● Your task
What you return should be the full listing, exactly as given.

● Recorded information
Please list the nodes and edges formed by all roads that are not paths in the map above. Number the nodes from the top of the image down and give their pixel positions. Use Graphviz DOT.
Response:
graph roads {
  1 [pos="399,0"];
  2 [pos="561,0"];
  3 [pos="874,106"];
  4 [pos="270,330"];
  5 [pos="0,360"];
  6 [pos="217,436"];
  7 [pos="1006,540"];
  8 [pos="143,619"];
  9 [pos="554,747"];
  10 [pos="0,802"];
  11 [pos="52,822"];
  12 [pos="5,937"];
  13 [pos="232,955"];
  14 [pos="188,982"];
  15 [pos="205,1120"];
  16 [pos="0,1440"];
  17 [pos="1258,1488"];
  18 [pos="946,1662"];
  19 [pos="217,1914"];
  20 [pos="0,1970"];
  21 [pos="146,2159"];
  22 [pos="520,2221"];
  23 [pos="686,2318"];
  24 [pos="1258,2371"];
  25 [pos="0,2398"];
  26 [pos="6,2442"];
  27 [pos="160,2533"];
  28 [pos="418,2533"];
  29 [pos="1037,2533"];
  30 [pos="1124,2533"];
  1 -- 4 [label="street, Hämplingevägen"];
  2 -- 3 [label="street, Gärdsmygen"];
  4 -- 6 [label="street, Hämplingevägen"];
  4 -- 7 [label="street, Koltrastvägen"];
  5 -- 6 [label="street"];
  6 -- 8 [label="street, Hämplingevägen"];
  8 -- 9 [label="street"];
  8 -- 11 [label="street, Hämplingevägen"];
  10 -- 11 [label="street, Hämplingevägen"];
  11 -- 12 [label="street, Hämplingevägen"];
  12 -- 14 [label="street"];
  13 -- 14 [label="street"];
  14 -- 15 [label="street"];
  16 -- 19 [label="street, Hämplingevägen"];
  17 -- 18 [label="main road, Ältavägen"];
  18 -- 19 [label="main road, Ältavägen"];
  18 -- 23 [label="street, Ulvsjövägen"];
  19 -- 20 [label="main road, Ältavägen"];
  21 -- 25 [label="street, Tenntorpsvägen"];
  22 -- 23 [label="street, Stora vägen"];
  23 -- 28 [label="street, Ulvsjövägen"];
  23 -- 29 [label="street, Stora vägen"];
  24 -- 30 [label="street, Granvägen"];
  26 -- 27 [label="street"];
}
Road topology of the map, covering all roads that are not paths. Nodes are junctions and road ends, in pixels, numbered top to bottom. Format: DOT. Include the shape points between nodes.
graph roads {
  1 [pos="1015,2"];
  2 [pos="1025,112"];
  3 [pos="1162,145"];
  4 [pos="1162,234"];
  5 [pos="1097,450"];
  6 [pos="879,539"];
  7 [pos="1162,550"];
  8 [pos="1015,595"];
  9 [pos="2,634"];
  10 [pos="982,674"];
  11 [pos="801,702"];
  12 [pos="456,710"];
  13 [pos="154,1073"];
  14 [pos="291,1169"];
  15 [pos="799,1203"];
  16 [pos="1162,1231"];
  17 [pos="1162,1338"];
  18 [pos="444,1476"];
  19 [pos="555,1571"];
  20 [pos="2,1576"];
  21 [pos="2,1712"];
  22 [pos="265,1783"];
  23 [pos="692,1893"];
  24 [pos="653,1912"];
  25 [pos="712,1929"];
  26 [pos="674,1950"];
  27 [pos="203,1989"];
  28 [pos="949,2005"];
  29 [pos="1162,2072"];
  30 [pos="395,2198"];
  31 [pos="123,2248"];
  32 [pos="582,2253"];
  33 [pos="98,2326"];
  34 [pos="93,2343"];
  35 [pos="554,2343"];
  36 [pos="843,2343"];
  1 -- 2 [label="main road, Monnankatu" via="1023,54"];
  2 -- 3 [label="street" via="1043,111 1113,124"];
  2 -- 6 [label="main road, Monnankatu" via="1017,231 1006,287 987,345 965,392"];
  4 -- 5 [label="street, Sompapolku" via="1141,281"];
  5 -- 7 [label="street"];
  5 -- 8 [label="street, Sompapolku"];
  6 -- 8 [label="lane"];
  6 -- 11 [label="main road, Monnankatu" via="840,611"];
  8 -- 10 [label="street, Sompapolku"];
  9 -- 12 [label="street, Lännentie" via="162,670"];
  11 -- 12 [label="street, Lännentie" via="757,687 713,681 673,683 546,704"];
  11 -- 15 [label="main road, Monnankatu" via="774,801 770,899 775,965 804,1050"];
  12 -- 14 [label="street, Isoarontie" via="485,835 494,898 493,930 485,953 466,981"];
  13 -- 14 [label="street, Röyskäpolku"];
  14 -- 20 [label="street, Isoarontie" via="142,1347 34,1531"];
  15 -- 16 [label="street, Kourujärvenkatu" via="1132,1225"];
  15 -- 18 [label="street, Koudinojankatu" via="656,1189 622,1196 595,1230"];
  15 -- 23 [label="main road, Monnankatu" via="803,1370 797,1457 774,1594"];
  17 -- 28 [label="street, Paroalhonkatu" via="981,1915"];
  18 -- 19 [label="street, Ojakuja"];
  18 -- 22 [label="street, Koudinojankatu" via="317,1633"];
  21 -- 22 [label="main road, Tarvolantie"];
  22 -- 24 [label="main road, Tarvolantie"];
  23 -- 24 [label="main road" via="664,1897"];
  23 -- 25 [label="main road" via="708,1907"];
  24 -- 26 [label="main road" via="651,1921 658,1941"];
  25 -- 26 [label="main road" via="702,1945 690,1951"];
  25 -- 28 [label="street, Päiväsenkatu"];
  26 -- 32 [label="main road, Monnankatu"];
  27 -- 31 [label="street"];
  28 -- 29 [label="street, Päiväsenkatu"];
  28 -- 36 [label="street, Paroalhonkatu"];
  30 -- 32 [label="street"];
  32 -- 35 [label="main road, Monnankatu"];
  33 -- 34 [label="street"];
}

● Exercise response
Please list the nodes and edges formed by all roads that are not paths in the map above. Number the nodes from the top of the image down and give their pixel positions. Use Graphviz DOT.
Response:
graph roads {
  1 [pos="399,0"];
  2 [pos="561,0"];
  3 [pos="874,106"];
  4 [pos="270,330"];
  5 [pos="0,360"];
  6 [pos="217,436"];
  7 [pos="1006,540"];
  8 [pos="143,619"];
  9 [pos="554,747"];
  10 [pos="0,802"];
  11 [pos="52,822"];
  12 [pos="5,937"];
  13 [pos="232,955"];
  14 [pos="188,982"];
  15 [pos="205,1120"];
  16 [pos="0,1440"];
  17 [pos="1258,1488"];
  18 [pos="946,1662"];
  19 [pos="217,1914"];
  20 [pos="0,1970"];
  21 [pos="146,2159"];
  22 [pos="520,2221"];
  23 [pos="686,2318"];
  24 [pos="1258,2371"];
  25 [pos="0,2398"];
  26 [pos="6,2442"];
  27 [pos="160,2533"];
  28 [pos="418,2533"];
  29 [pos="1037,2533"];
  30 [pos="1124,2533"];
  1 -- 4 [label="street, Hämplingevägen"];
  2 -- 3 [label="street, Gärdsmygen"];
  4 -- 6 [label="street, Hämplingevägen"];
  4 -- 7 [label="street, Koltrastvägen"];
  5 -- 6 [label="street"];
  6 -- 8 [label="street, Hämplingevägen"];
  8 -- 9 [label="street"];
  8 -- 11 [label="street, Hämplingevägen"];
  10 -- 11 [label="street, Hämplingevägen"];
  11 -- 12 [label="street, Hämplingevägen"];
  12 -- 14 [label="street"];
  13 -- 14 [label="street"];
  14 -- 15 [label="street"];
  16 -- 19 [label="street, Hämplingevägen"];
  17 -- 18 [label="main road, Ältavägen"];
  18 -- 19 [label="main road, Ältavägen"];
  18 -- 23 [label="street, Ulvsjövägen"];
  19 -- 20 [label="main road, Ältavägen"];
  21 -- 25 [label="street, Tenntorpsvägen"];
  22 -- 23 [label="street, Stora vägen"];
  23 -- 28 [label="street, Ulvsjövägen"];
  23 -- 29 [label="street, Stora vägen"];
  24 -- 30 [label="street, Granvägen"];
  26 -- 27 [label="street"];
}
Road topology of the map, covering all roads that are not paths. Nodes are junctions and road ends, in pixels, numbered top to bottom. Format: DOT. Include the shape points between nodes.
graph roads {
  1 [pos="1015,2"];
  2 [pos="1025,112"];
  3 [pos="1162,145"];
  4 [pos="1162,234"];
  5 [pos="1097,450"];
  6 [pos="879,539"];
  7 [pos="1162,550"];
  8 [pos="1015,595"];
  9 [pos="2,634"];
  10 [pos="982,674"];
  11 [pos="801,702"];
  12 [pos="456,710"];
  13 [pos="154,1073"];
  14 [pos="291,1169"];
  15 [pos="799,1203"];
  16 [pos="1162,1231"];
  17 [pos="1162,1338"];
  18 [pos="444,1476"];
  19 [pos="555,1571"];
  20 [pos="2,1576"];
  21 [pos="2,1712"];
  22 [pos="265,1783"];
  23 [pos="692,1893"];
  24 [pos="653,1912"];
  25 [pos="712,1929"];
  26 [pos="674,1950"];
  27 [pos="203,1989"];
  28 [pos="949,2005"];
  29 [pos="1162,2072"];
  30 [pos="395,2198"];
  31 [pos="123,2248"];
  32 [pos="582,2253"];
  33 [pos="98,2326"];
  34 [pos="93,2343"];
  35 [pos="554,2343"];
  36 [pos="843,2343"];
  1 -- 2 [label="main road, Monnankatu" via="1023,54"];
  2 -- 3 [label="street" via="1043,111 1113,124"];
  2 -- 6 [label="main road, Monnankatu" via="1017,231 1006,287 987,345 965,392"];
  4 -- 5 [label="street, Sompapolku" via="1141,281"];
  5 -- 7 [label="street"];
  5 -- 8 [label="street, Sompapolku"];
  6 -- 8 [label="lane"];
  6 -- 11 [label="main road, Monnankatu" via="840,611"];
  8 -- 10 [label="street, Sompapolku"];
  9 -- 12 [label="street, Lännentie" via="162,670"];
  11 -- 12 [label="street, Lännentie" via="757,687 713,681 673,683 546,704"];
  11 -- 15 [label="main road, Monnankatu" via="774,801 770,899 775,965 804,1050"];
  12 -- 14 [label="street, Isoarontie" via="485,835 494,898 493,930 485,953 466,981"];
  13 -- 14 [label="street, Röyskäpolku"];
  14 -- 20 [label="street, Isoarontie" via="142,1347 34,1531"];
  15 -- 16 [label="street, Kourujärvenkatu" via="1132,1225"];
  15 -- 18 [label="street, Koudinojankatu" via="656,1189 622,1196 595,1230"];
  15 -- 23 [label="main road, Monnankatu" via="803,1370 797,1457 774,1594"];
  17 -- 28 [label="street, Paroalhonkatu" via="981,1915"];
  18 -- 19 [label="street, Ojakuja"];
  18 -- 22 [label="street, Koudinojankatu" via="317,1633"];
  21 -- 22 [label="main road, Tarvolantie"];
  22 -- 24 [label="main road, Tarvolantie"];
  23 -- 24 [label="main road" via="664,1897"];
  23 -- 25 [label="main road" via="708,1907"];
  24 -- 26 [label="main road" via="651,1921 658,1941"];
  25 -- 26 [label="main road" via="702,1945 690,1951"];
  25 -- 28 [label="street, Päiväsenkatu"];
  26 -- 32 [label="main road, Monnankatu"];
  27 -- 31 [label="street"];
  28 -- 29 [label="street, Päiväsenkatu"];
  28 -- 36 [label="street, Paroalhonkatu"];
  30 -- 32 [label="street"];
  32 -- 35 [label="main road, Monnankatu"];
  33 -- 34 [label="street"];
}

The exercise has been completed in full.